A quick report applying some of what I’ve learned of data science.
Introduction: Business Problem
I love bubble tea. Enough that I’ve thought about opening my own bubble tea shop. There are a few in my area, but there are definitely large gaps in coverage for service of this delicacy. If I were to open a bubble tea shop in the Vancouver (Washington) area, where would the best place be to open it?
Data
For general venue information, I used foursquare. It provides excellent location based data on what venues are in areas and where they are.
Unfortunately bubble tea shops in the area do not seem to perfectly match up with Foursquare’s data. So to get more accurate shop information, I had to use my own knowledge of the area as well as web listings to check all possible shops. Many of the venues listed were either no longer in business or didn’t offer bubble tea, but by the end of checking search results and venue listings, I was fairly confident I had found all the real and currently in business bubble tea shops in the area. Coordinate data for these locations was gathered from google maps.
Additionally, I found zip code area data from inspecting the following link’s source code: Vancouver, Washington (WA) ZIP Code Maps, Data, Jobs
Methodology
To get an idea for the area I was working with, I used the zip code coordinate data to calculate the center of each zip code area, and used python’s folium library to display the city and its zip codes. I was further able to use this data to calculate a rough area to search for venues in.

From there, I went on to get foursquare venue data. I queried it for venues nearby the center of each zip code to get fairly good coverage of the region, and converted the query results into a Pandas DataFrame containing the following venue information: Zip Code, Venue, Venue ID, Venue Latitude, Venue Longitude, and Venue Category.
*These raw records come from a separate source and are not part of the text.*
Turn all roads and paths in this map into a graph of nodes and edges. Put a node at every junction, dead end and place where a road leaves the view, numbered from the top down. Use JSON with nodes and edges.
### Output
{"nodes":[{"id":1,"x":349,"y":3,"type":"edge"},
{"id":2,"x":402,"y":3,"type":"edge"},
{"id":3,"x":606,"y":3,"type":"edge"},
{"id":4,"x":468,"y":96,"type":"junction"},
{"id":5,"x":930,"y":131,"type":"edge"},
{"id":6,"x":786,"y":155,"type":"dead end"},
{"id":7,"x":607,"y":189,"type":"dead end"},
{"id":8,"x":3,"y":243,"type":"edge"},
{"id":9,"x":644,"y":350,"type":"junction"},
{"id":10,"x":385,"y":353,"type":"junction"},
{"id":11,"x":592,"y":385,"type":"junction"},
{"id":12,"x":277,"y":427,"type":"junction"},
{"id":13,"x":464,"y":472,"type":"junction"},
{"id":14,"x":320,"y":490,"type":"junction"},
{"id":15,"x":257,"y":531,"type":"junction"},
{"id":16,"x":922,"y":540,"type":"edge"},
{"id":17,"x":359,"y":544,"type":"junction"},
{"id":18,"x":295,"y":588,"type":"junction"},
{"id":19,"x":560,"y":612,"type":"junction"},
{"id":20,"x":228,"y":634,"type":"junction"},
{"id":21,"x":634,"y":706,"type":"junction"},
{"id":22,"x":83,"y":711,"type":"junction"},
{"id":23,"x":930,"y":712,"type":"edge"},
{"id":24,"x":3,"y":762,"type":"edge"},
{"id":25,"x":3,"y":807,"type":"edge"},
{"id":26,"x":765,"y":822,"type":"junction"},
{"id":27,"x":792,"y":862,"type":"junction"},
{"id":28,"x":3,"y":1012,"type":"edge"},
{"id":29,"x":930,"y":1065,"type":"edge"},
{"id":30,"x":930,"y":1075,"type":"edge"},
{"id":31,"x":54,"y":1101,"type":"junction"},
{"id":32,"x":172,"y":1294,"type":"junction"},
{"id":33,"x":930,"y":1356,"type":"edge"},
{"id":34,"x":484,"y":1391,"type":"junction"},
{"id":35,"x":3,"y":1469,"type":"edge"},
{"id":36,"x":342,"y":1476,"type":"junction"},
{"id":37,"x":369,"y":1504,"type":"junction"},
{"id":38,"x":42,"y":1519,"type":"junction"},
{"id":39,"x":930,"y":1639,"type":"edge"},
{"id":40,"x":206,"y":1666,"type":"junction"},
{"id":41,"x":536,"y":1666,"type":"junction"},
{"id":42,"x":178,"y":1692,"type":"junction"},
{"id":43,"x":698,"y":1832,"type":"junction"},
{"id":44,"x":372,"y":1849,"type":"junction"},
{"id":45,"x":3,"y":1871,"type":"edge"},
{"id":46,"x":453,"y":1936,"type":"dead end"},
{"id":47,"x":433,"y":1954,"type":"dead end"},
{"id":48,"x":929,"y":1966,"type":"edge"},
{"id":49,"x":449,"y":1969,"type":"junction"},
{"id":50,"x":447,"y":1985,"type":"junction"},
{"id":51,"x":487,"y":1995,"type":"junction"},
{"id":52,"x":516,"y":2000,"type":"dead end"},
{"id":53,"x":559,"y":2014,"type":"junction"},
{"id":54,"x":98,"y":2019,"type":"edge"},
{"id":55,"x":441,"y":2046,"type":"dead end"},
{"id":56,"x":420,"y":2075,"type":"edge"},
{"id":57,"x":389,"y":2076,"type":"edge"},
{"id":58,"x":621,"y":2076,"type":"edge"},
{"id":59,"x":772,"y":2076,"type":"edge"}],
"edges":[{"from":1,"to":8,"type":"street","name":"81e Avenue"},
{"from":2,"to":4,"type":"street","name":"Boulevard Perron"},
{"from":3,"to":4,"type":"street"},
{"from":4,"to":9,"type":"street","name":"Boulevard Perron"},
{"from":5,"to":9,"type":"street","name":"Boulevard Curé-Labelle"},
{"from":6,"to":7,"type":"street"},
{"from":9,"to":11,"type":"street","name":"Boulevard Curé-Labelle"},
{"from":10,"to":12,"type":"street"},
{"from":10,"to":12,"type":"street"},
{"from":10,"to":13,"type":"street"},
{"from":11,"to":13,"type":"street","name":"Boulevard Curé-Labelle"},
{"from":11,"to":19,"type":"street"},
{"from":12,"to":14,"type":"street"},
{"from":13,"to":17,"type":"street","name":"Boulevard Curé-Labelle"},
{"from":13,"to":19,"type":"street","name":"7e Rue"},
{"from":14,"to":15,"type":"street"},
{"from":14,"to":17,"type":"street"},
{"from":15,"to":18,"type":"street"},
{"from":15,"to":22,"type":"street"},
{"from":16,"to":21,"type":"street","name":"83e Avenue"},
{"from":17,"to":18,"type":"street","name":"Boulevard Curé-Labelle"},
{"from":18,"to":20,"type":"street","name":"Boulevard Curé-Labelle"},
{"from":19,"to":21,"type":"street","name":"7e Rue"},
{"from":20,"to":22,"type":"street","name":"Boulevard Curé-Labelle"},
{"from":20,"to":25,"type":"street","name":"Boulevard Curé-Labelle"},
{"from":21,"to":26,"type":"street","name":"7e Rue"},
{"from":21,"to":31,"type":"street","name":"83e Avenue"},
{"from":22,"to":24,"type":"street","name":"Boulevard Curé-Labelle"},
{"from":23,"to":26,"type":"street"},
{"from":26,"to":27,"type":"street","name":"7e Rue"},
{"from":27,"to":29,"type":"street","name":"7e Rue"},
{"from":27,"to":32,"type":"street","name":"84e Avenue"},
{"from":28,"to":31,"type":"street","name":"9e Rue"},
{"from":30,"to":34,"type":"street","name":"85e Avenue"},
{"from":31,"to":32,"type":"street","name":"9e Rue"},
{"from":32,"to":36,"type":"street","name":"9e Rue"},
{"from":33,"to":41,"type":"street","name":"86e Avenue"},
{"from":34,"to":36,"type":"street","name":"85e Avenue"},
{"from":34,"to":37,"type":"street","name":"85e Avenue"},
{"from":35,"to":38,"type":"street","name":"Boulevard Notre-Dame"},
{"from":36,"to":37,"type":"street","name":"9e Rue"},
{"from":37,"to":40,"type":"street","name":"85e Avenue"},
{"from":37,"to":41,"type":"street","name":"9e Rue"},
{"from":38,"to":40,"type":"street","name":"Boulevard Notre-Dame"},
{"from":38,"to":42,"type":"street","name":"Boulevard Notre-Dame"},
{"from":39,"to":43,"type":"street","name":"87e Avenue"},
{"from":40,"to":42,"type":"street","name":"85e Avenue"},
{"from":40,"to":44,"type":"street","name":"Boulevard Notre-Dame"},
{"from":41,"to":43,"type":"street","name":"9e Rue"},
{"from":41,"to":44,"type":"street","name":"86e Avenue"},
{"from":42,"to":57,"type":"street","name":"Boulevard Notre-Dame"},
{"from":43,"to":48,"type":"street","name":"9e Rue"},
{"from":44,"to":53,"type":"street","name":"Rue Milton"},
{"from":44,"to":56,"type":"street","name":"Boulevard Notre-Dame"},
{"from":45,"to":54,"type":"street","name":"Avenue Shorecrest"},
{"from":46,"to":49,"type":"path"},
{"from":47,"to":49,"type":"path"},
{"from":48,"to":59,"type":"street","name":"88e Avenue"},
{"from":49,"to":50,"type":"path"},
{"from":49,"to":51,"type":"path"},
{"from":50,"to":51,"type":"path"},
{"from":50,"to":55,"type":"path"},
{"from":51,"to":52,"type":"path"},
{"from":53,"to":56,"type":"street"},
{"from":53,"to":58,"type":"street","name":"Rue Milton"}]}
I explored the data to see what venues were common in the area, mostly to get a feel for the data. I found that Coffee Shops and Pizza places were the most common.

I then checked for venue data related to bubble tea.

As mentioned in the data section, there were some issues with the accuracy of the information on bubble tea venues, probably partly because it returned a lot of tea and coffee shops that didn’t sell bubble tea, and partly because some of the venue information was outdated due to shops closing. So I eventually had to gather the data myself as best I could through search engines, google maps, and personal knowledge of the area.

With this information, I started on trying to solve the original question of where would be the ideal location for another bubble tea shop. I created a grid of points that were to be scored on quality of location, positively correlated with proximity to other venues, and negatively correlated with proximity to existing bubble tea shops. This in my estimation should find a location that was both good for business, and lacking in competition from other bubble tea venues.

Dot Grid of location scores. Black dots are venue locations. Blue dots are locations with negative scores due to their proximity to existing Bubble Tea shops. Red dots are locations close to many non-Bubble Tea venues. The large red dot near the bottom right was the highest scoring point.
Results
After tweaking the logic and number of points some to refine the display and make the calculations complete in under an hour (distance calculations between hundreds of venues for each point in a grid with several thousand points was a little too ambitious), I was able to make a map detailing the rough suitability of locations, along with highlighting the location with the highest score. That location ended up being in the area of Southeast 164th Avenue and Southeast McGrillivray Boulevard.
Discussion
Some of the locations that scored well surprised me, but the logic seems to check out. I think part of it is I’m not used to thinking in terms of venue distribution. In my head, I was prioritizing distance from other bubble tea shops. Being far away from competition though is in no way a guarantee of success though, and if that was the only criteria then the ideal location for a new venue would be in the middle of nowhere. Obviously though, any shop that doesn’t have many potential customers in its area is going to fail. So I used a calculation that would allow venue density to tell me indirectly where there would be many potential customers.
These results might be further improved with a deeper understanding of who potential customers for bubble tea would be, crossed with census information for the area. It may be that proximity to high schools or other types of locations is more advantageous for bubble tea shops then for other venues.
Conclusion
I think this is a solid recommendation for where to look to open a bubble tea shop. And the methods used here, venue data on the competition and venues in the area in general used to generate a weighted grid of an area, could be useful in finding possible locations for other types of venues in other cities as well.